Réflexion littéraire et philosophique. Extraits de l'auteur.
Je pense que l'acte d'écrire, avec sa complexité, ses paramètres et ses constantes, ressemble à l'acte de prendre une douche ou un bain. On prend une douche vite-fait, à la deux-quatre-six avant d'aller au travail, par conformisme social, par souci de paraître "propre", par habitude, parce que l'on se sent sale, pour exorciser la gueule de bois de la veille....mais on peut la prendre par...philosophie, par éthique, par souci de se faire du bien et on prend son temps là-dessus . Je dirais même que l'on en jouit.

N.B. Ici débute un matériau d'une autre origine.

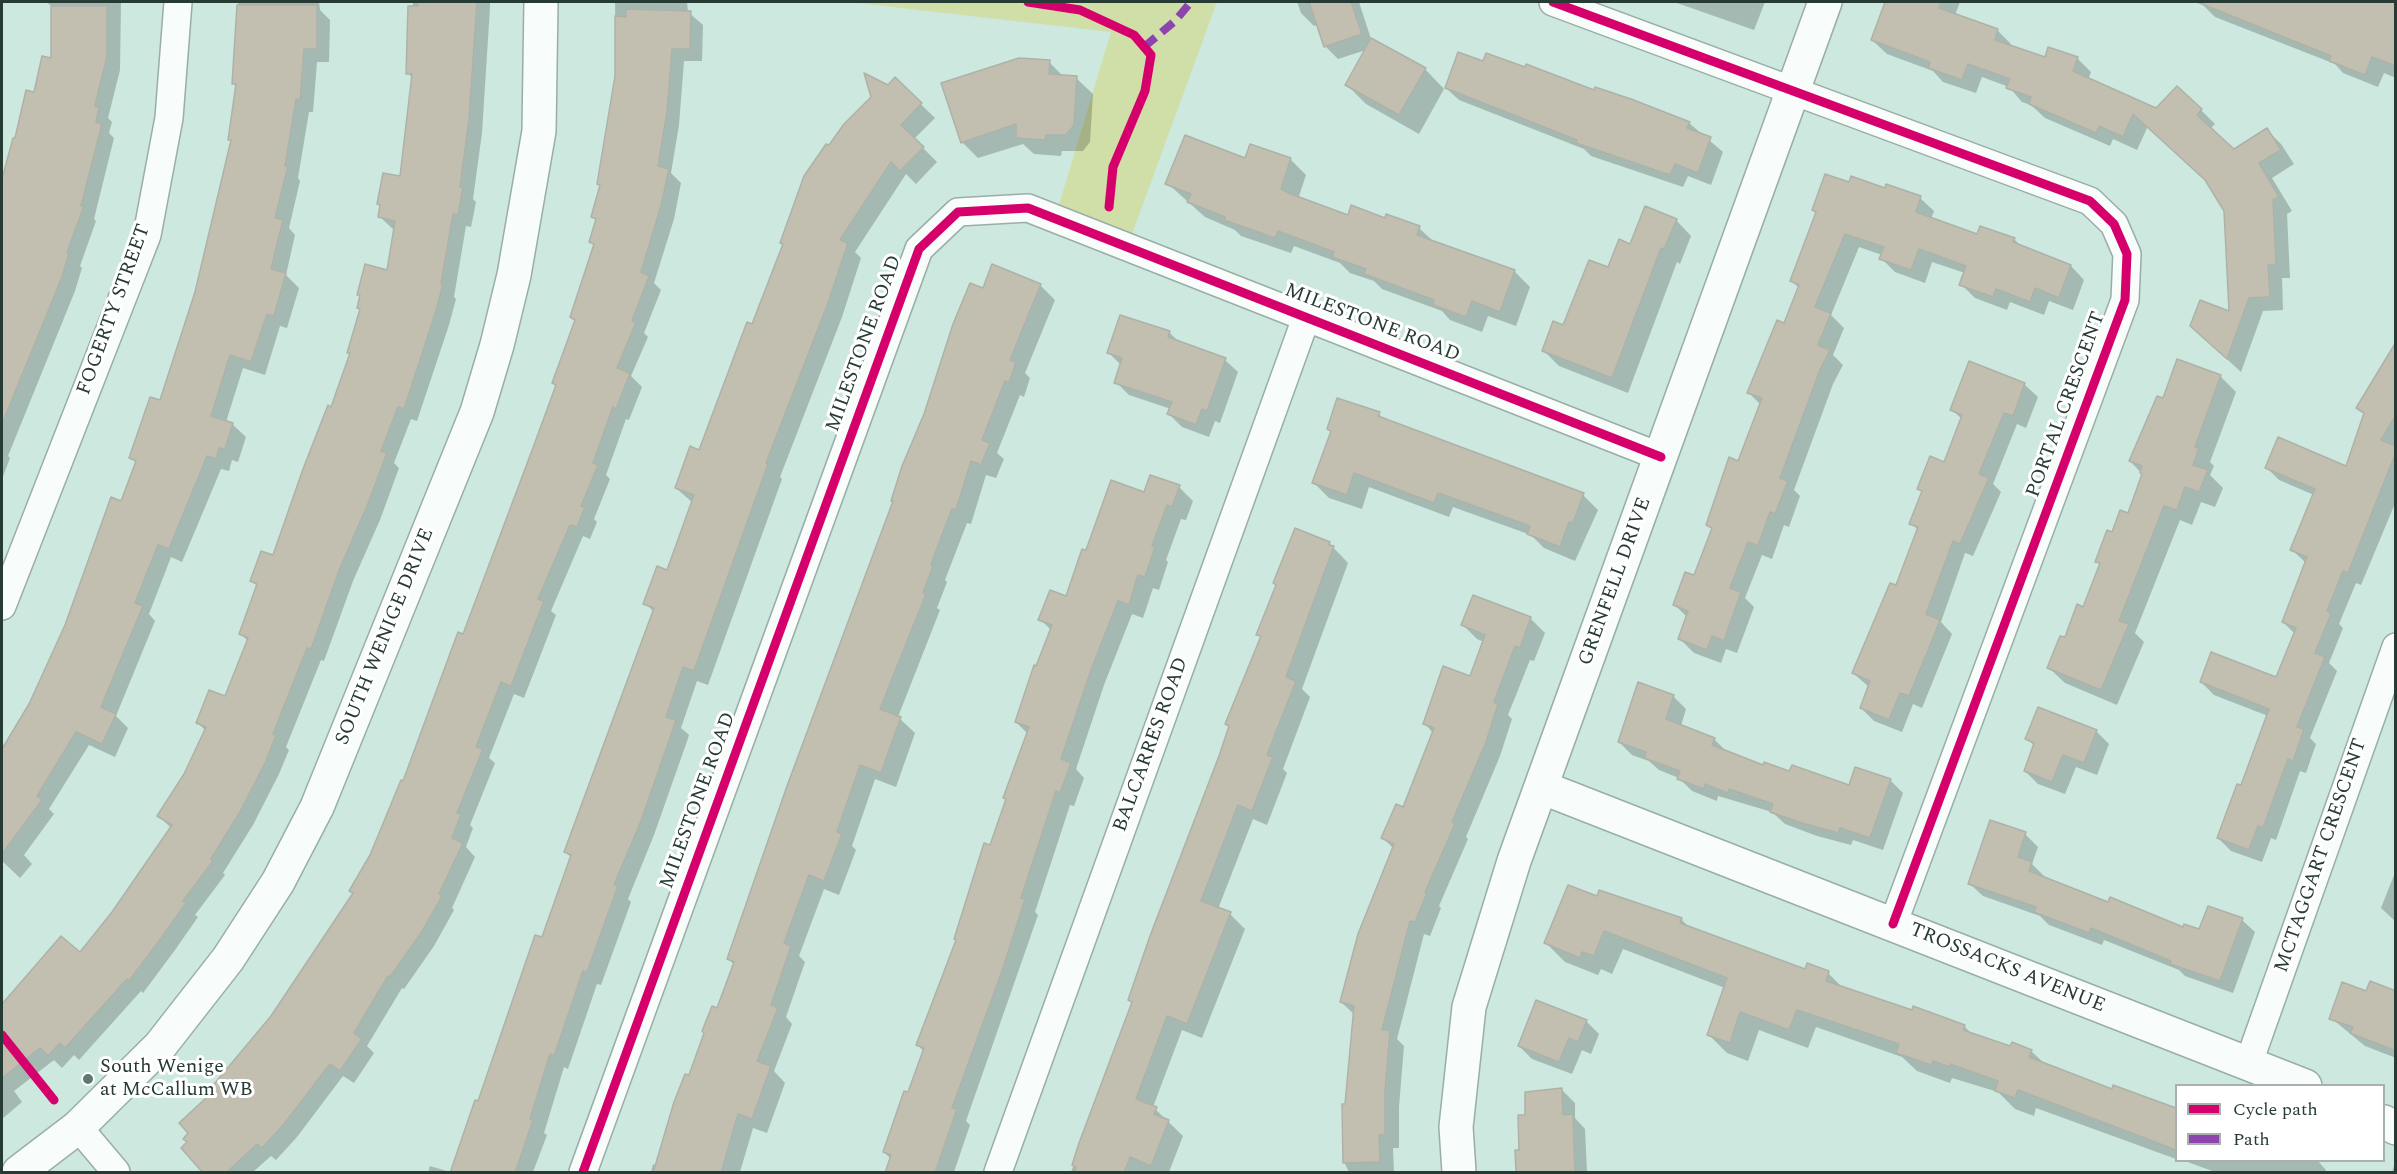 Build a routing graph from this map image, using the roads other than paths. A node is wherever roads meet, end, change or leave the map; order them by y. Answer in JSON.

Ainsi, l'on prépare d'abord le cadre: un vrai rituel, puis l'on prépare l'eau; on le régule, le module, et l'on prépare aussi un accompagnement: musique, amuse- gueule, boisson, lectures, flash back dans son passé, réflexion, déconnexion de la réalité... L'on laisse l'eau nous ...pénetrer, nous bercer, nous caresser. On devient un "être marin". On suit des étapes, comme si l'on était dans un laboratoire. On lave son corps et son esprit. C'est presque religieux...L'important c'est que l'on prend son temps...car cette douche ou ce bain doit se faire en dehors des repères spatio-temporels...La fin de la douche vous donne un être nouveau, un nouveau-né prêt à affronter la journée.
Alors, si les collègues vous disent que vous êtes mal rasé, ou que vos cheveux sont mal essuyés ou que vous avez ...les "restes" d'une douche visibles quelque part sur votre corps, vous leur sourirez et vous plongerez dans votre dossier, derrière votre bureau tout en vous demandant:"Et s'ils savaient pour les "restes" de cette douche sur mon esprit?". Je pense que l'écriture, cest pareil: on écrit pour...se manifester, se retrouver, se réconcilier avec soi- même...C'est un travail intime...comme la douche que l'on prend et qui pourrait- être prise n'importe où, n'importe comment, quitte à ne pas utiliser de l'eau, mais en intimité et surtout en religiosité!